As we all do by living life.

Voda na voda is a series of associative tableaux, focused alternatively on travel or on the relationships between men and women.

Men don’t do very well here. We’re either brutes, or dependent winos. Easily seduced, easily duped. Better controlled on a short leash than loved.

It’s a dark look into the heart but not an unmerited one. Most women do feel hard done by.

Along the way we are treated to elaborate work with bathtubs, high heels, climbing gear, skipping ropes, suitcases, suspended rope.

What’s wonderful about Sarka Ondrisova’s work is the elaborate work with objects together with the consistency of the choreography. In difference from my recent experience at Dido and Aeneas where the choreographic language seemed to change from scene to scene (same thing happens in Linz at Jochen Ulrich’s work but that’s the topic of another post), Ondrisova’s movement fits together to create a work greater than the sum of its parts.

Particularly powerful is the work against the floor and other bodies. Movement builds up into a crescendo and then into high impact. But the impact is never simple pyrotechnics, as is sometimes the case with Win Vandekeybus. Ondrisova earns her body slams in an elaborate emotional subtext that builds up over the full scene.

While its roots are in choreographed contact improvisation, Ondrisova takes her dancers much further. Movement is a reflection of both thought and feeling.

There’s a splendid scene lifted directly from Bram Stoker’s Dracula where a young man full of wild oats (he prances around the stage as a horse) is seduced by three beautiful succubae who come out of a bathtub with long hair and high heels. As they drain him of his life force, a thought comes forward: “Be careful what you wish for, you might just get it.”

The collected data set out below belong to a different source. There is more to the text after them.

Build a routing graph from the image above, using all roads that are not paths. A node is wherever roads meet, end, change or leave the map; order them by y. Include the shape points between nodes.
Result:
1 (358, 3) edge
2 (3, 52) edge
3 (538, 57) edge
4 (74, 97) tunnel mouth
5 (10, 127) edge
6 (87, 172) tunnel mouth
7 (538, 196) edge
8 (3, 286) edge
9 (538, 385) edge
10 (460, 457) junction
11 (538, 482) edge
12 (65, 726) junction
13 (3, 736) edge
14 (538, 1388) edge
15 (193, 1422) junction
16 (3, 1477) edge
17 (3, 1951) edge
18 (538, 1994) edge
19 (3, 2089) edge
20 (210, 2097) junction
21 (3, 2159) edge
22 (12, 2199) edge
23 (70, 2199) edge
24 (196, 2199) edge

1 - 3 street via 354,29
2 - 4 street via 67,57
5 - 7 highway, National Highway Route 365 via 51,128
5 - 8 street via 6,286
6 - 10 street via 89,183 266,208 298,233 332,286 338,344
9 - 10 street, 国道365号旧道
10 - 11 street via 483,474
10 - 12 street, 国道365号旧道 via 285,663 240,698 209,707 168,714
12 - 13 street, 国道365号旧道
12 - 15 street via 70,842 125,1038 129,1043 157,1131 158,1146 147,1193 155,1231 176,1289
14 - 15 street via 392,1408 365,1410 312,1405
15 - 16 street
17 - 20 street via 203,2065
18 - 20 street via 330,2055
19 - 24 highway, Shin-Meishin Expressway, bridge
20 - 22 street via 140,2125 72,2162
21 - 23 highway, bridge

Apparently despite invitations for the last five years, no one from ImPulsTanz can get down to Bratislava to check out Ondrisova’s work nor her colleagues work. Shame on you Karl. This is some of the most interesting modern work I’ve seen. And it’s happening in ImPulsTanz’s own backyard while they comb the far outreaches of Europe and all the continent for something interesting and new.